Material supplied START

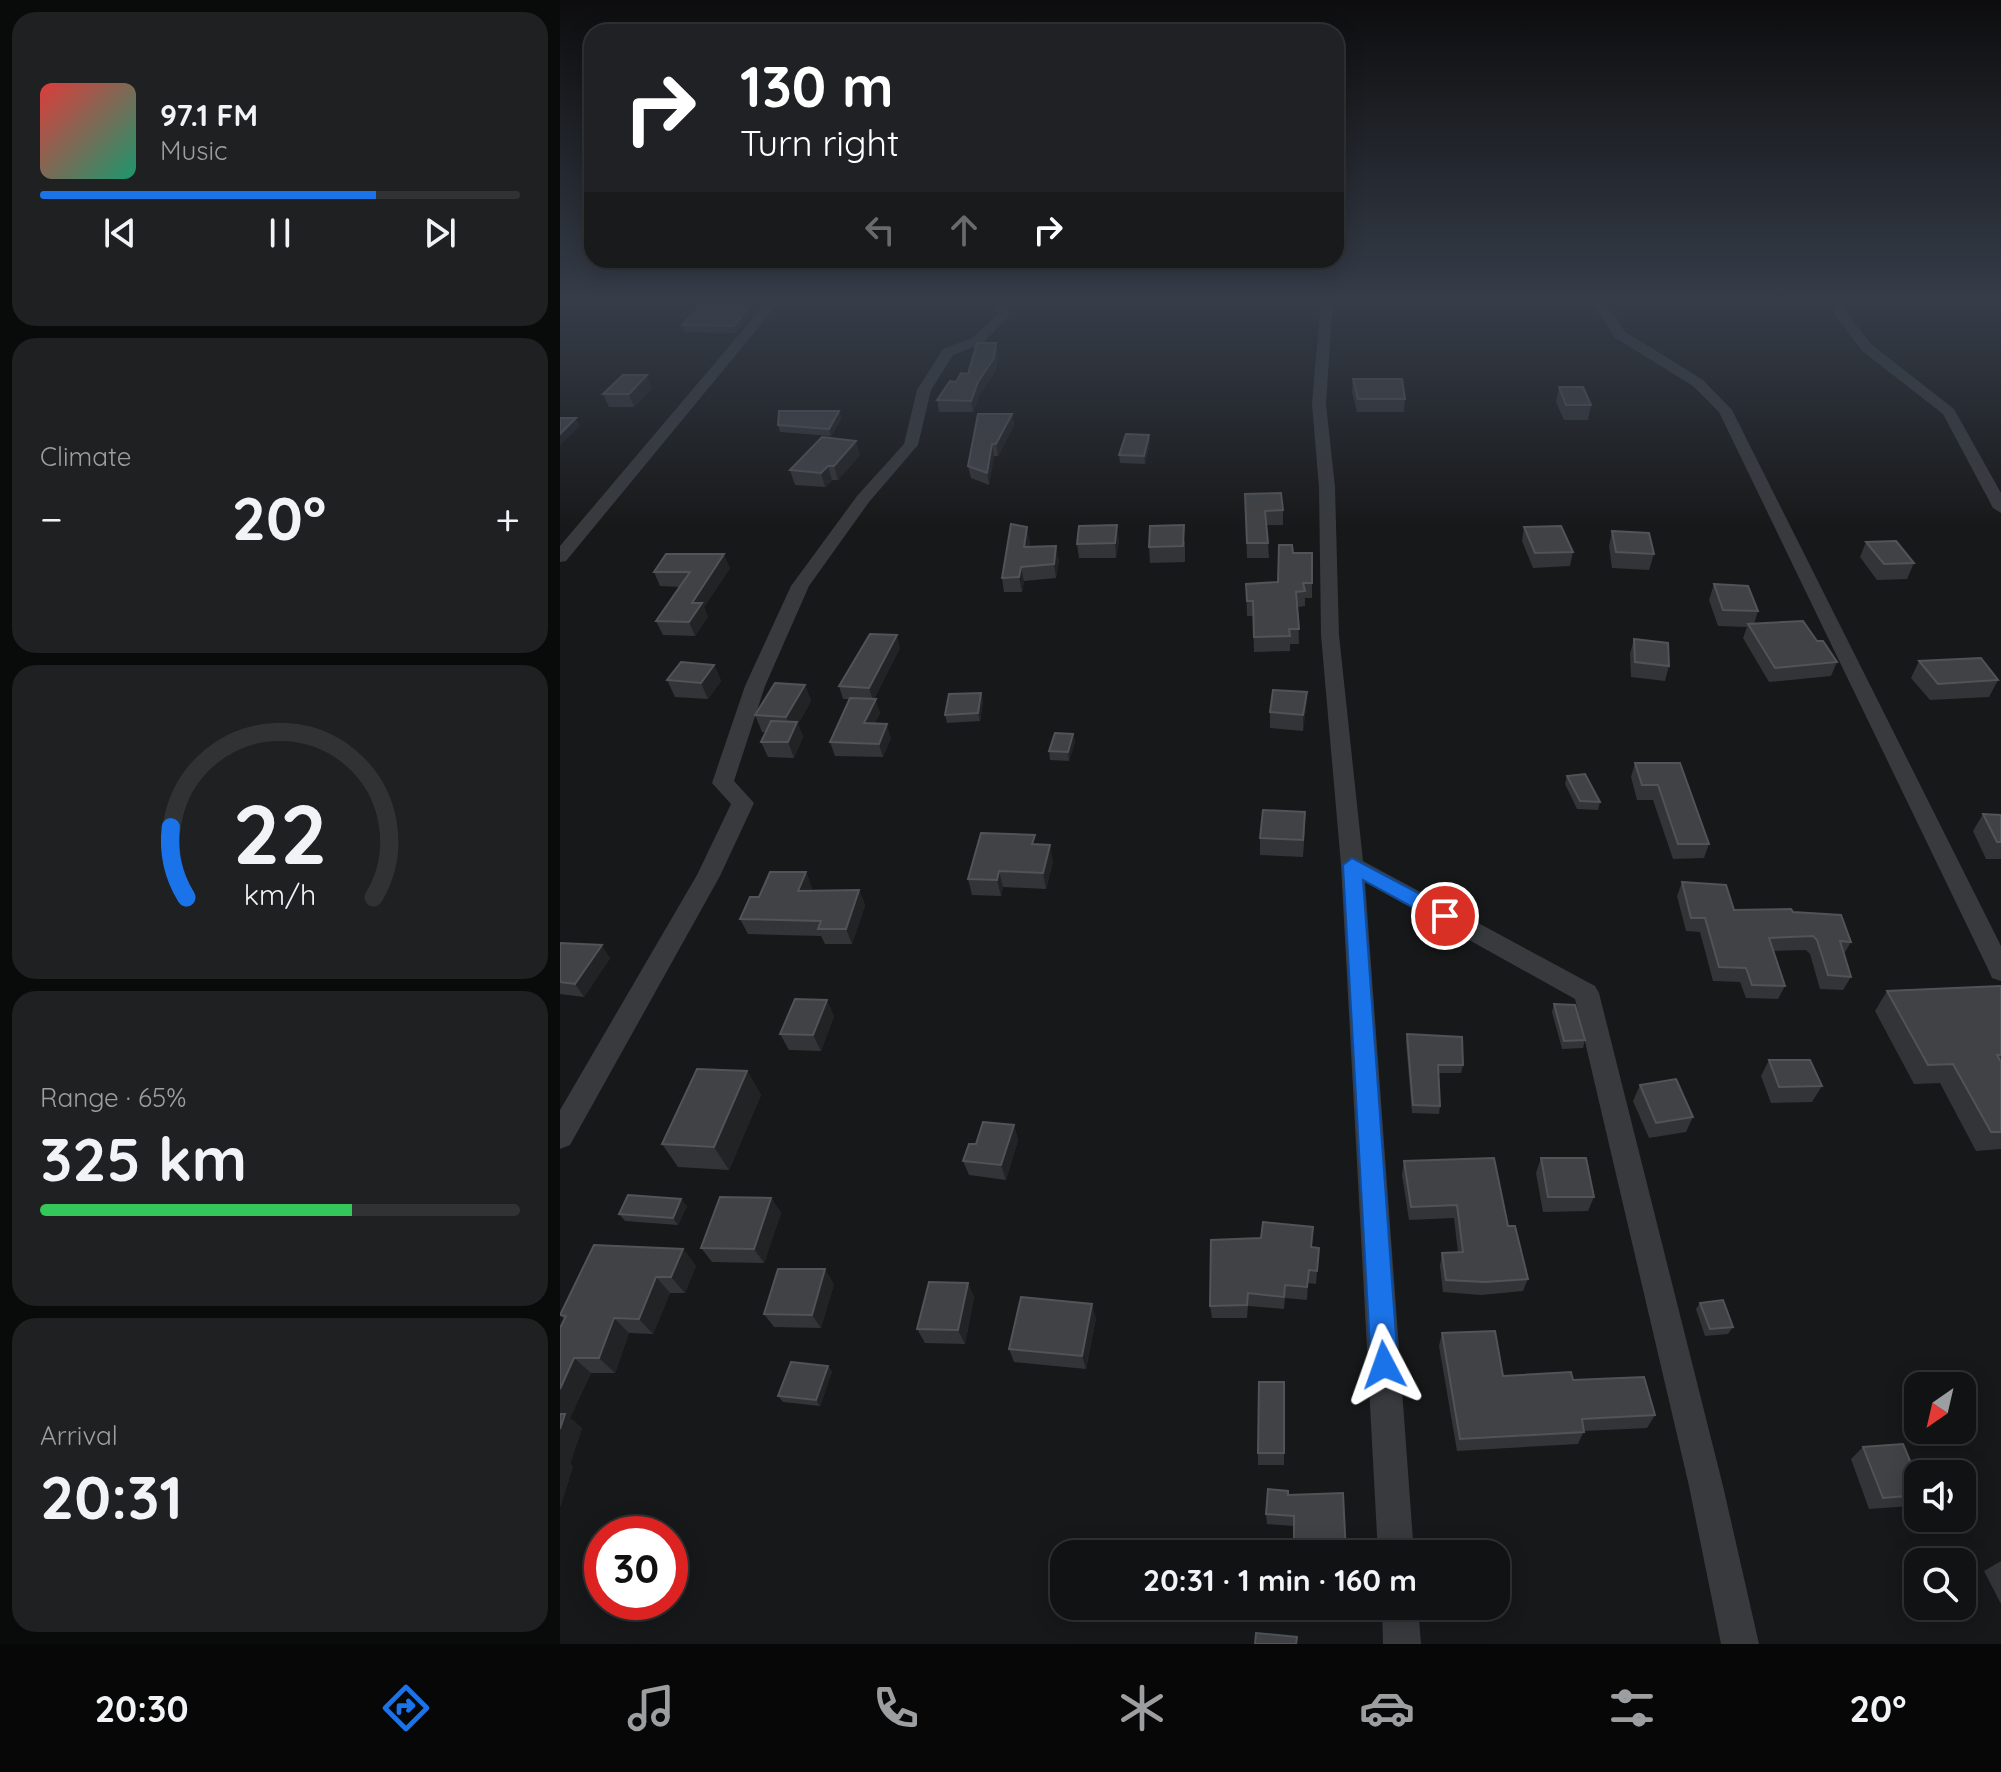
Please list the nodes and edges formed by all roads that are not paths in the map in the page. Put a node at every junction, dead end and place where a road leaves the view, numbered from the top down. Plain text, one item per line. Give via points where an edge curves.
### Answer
1 (712, 376) edge
2 (933, 376) edge
3 (1321, 376) edge
4 (1686, 376) edge
5 (1903, 376) edge
6 (2001, 508) edge
7 (560, 557) edge
8 (1352, 865) junction
9 (2001, 971) edge
10 (560, 1136) edge
11 (1395, 1540) edge
12 (1401, 1620) edge
13 (1402, 1644) edge
14 (1740, 1644) edge

1 - 7 street
2 - 10 street via 924,390 911,445 863,499 800,586 755,686 723,783 743,803 708,876
3 - 8 street via 1330,635
4 - 9 street via 1725,410
5 - 6 street via 1949,412
8 - 11 street
8 - 14 street via 1586,993
12 - 13 street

Material supplied END

The reply must contain every entry above, exactly as written, and none of the pictures.

Task answer ▸
Please list the nodes and edges formed by all roads that are not paths in the map in the page. Put a node at every junction, dead end and place where a road leaves the view, numbered from the top down. Plain text, one item per line. Give via points where an edge curves.
### Answer
1 (712, 376) edge
2 (933, 376) edge
3 (1321, 376) edge
4 (1686, 376) edge
5 (1903, 376) edge
6 (2001, 508) edge
7 (560, 557) edge
8 (1352, 865) junction
9 (2001, 971) edge
10 (560, 1136) edge
11 (1395, 1540) edge
12 (1401, 1620) edge
13 (1402, 1644) edge
14 (1740, 1644) edge

1 - 7 street
2 - 10 street via 924,390 911,445 863,499 800,586 755,686 723,783 743,803 708,876
3 - 8 street via 1330,635
4 - 9 street via 1725,410
5 - 6 street via 1949,412
8 - 11 street
8 - 14 street via 1586,993
12 - 13 street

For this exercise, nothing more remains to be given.